THE PROBLEM: Reproduce exactly, from the data that follows, the line with "ring pip: (1221, 944)", the line with "middle dip: (1154, 919)", and every line that lies between them.

Pose landmark coordinates
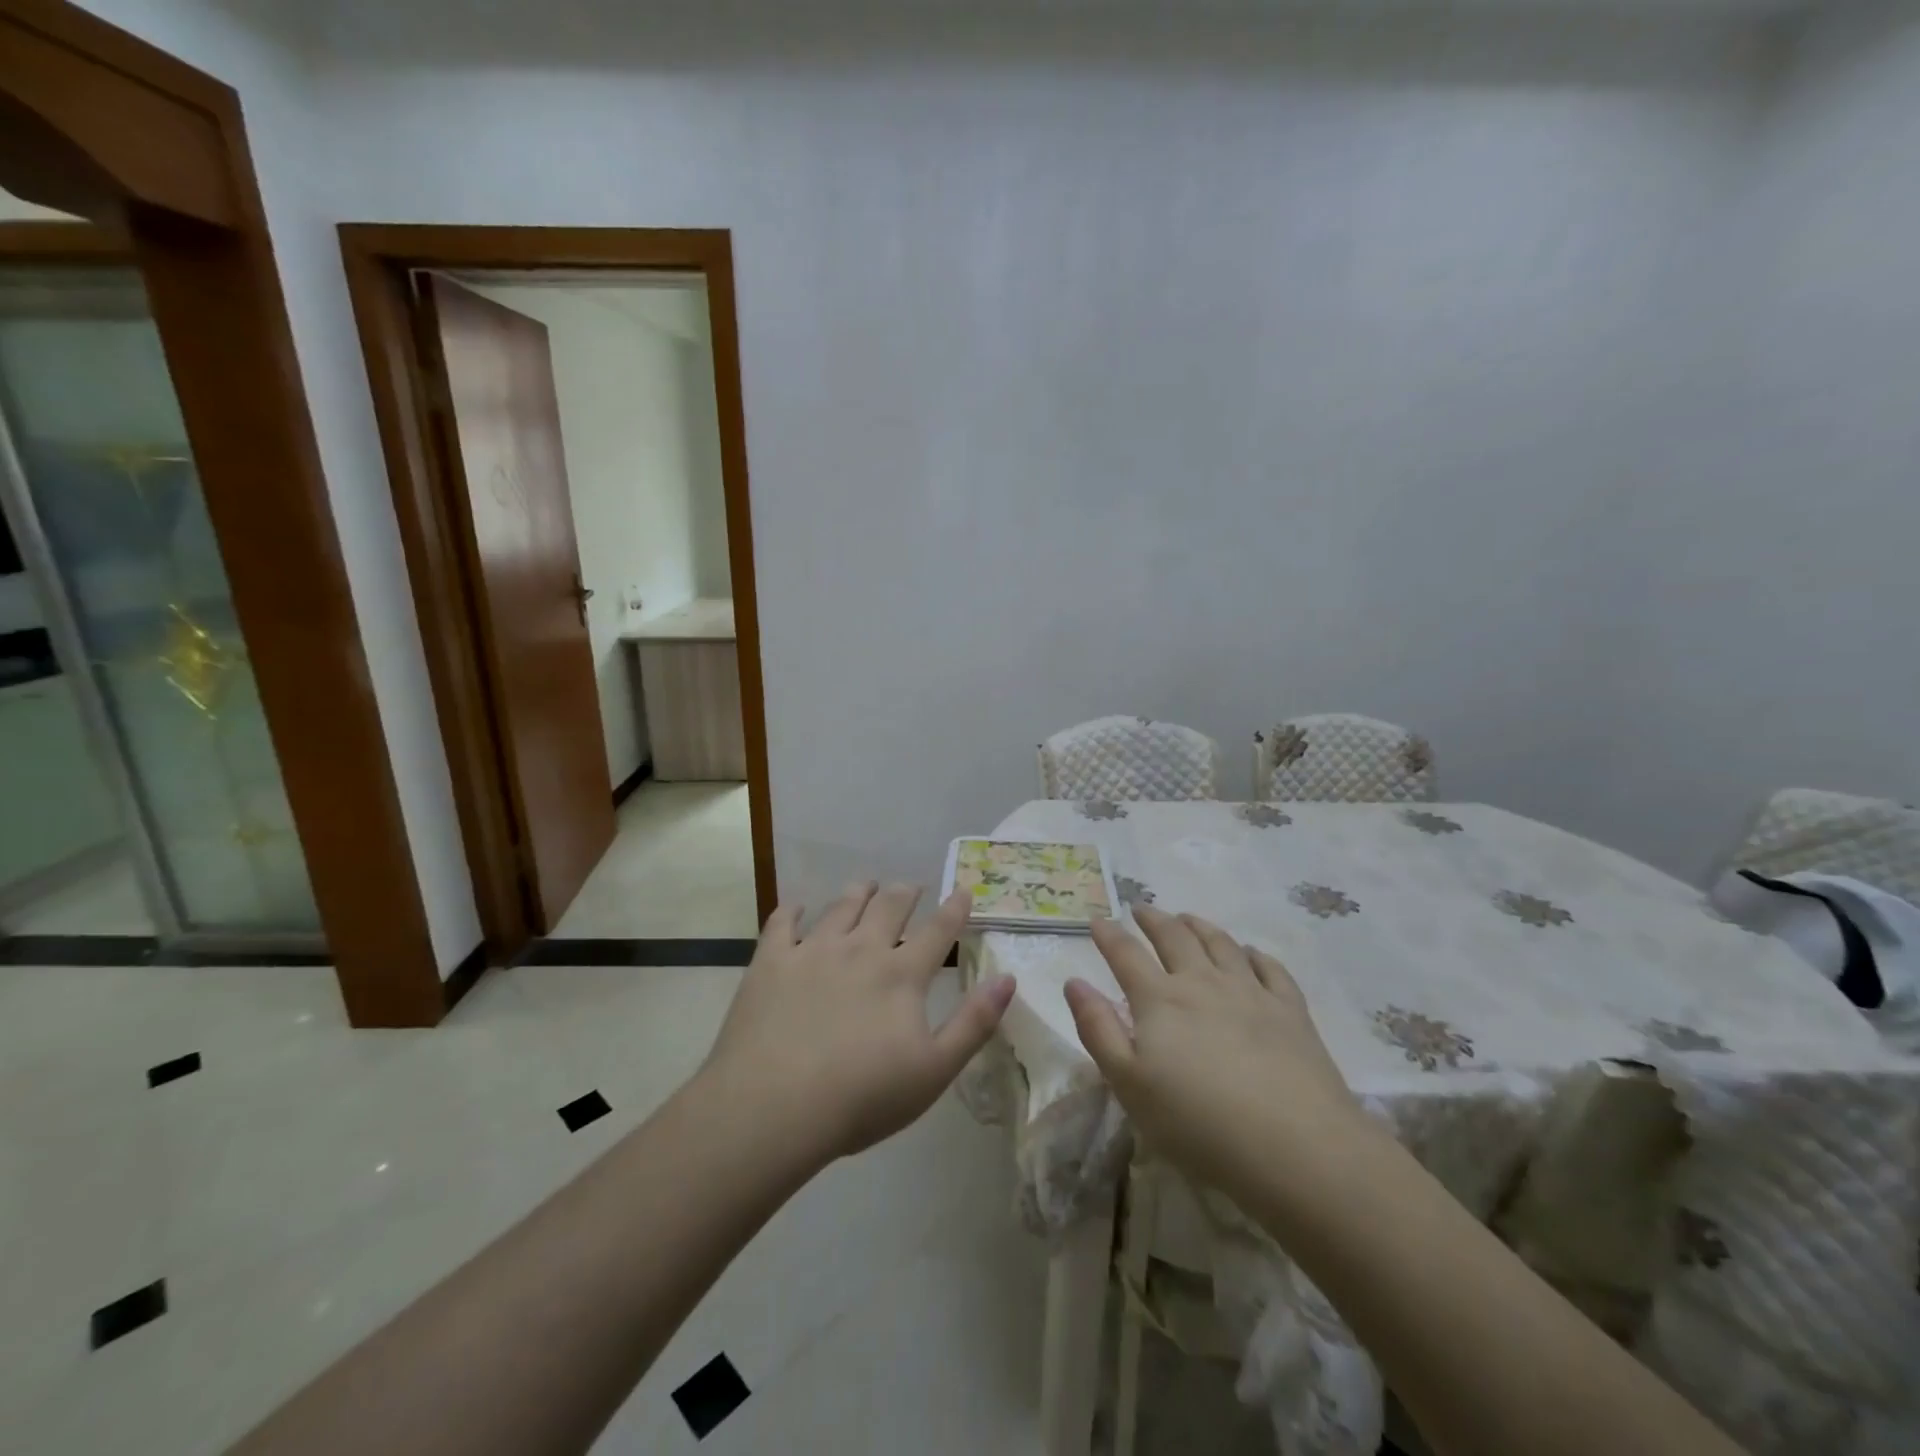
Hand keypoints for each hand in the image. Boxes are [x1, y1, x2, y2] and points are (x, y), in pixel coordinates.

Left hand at [698, 881, 1015, 1165]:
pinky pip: (783, 923)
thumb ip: (974, 1022)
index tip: (962, 889)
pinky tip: (796, 909)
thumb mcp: (934, 1070)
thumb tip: (1007, 978)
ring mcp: (813, 951)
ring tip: (866, 885)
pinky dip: (792, 911)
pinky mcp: (771, 962)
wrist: (775, 1106)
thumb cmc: (862, 1096)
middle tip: (910, 886)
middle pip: (889, 907)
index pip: (937, 931)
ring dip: (858, 892)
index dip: (954, 909)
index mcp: (901, 975)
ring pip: (841, 906)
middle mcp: (860, 950)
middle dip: (905, 892)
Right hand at [1065, 906, 1368, 1203]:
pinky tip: (1250, 953)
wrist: (1295, 1147)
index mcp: (1160, 1000)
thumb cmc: (1198, 1123)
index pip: (1126, 954)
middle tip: (1142, 909)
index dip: (1109, 935)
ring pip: (1221, 944)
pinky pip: (1270, 969)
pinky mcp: (1291, 1011)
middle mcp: (1203, 983)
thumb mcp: (1129, 1084)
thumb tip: (1074, 982)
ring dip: (1199, 926)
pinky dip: (1255, 954)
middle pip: (1174, 937)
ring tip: (1188, 918)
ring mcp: (1251, 992)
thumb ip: (1098, 1029)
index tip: (1098, 921)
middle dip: (1154, 919)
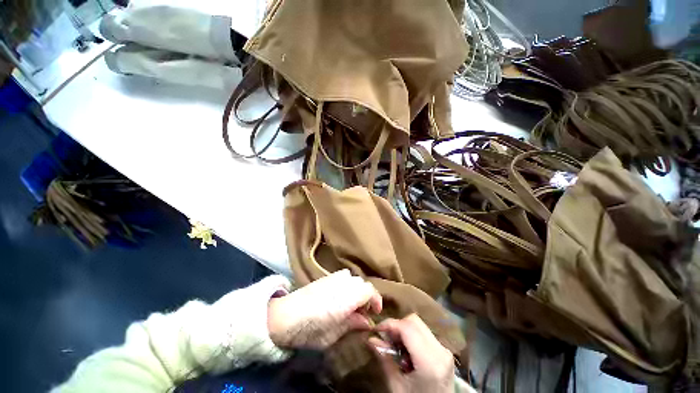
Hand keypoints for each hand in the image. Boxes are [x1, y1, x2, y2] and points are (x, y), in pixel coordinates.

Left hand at [267, 270, 381, 348]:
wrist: (283, 316)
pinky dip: (348, 284)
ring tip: (352, 303)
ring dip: (357, 289)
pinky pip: (343, 276)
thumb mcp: (331, 336)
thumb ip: (351, 324)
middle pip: (362, 282)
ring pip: (353, 277)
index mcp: (344, 299)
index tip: (376, 311)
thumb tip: (367, 321)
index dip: (376, 299)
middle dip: (366, 296)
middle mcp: (341, 284)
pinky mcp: (325, 277)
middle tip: (362, 312)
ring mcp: (332, 278)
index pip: (368, 290)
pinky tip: (341, 296)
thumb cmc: (307, 331)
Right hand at [370, 314, 454, 392]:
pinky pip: (424, 332)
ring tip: (395, 346)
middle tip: (385, 339)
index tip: (376, 330)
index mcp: (430, 362)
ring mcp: (444, 350)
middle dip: (396, 326)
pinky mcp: (444, 351)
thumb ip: (385, 360)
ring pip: (419, 325)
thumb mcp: (396, 387)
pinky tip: (406, 350)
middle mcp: (440, 351)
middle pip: (414, 321)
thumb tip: (370, 338)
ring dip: (403, 330)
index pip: (407, 327)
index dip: (389, 324)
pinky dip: (411, 335)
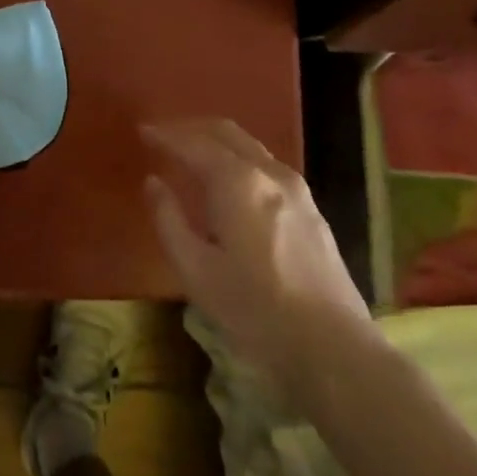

TASK OUTPUT:
ring pip: (1221, 944)
pinky pip: (1270, 969)
pinky mcp: (1291, 1011)
middle mcp: (1203, 983)
thumb mcp: (1129, 1084)
thumb tip: (1074, 982)
ring dip: (1199, 926)
pinky dip: (1255, 954)
middle pip: (1174, 937)
ring tip: (1188, 918)
ring mcp: (1251, 992)
thumb ip: (1098, 1029)
index tip: (1098, 921)
middle dip: (1154, 919)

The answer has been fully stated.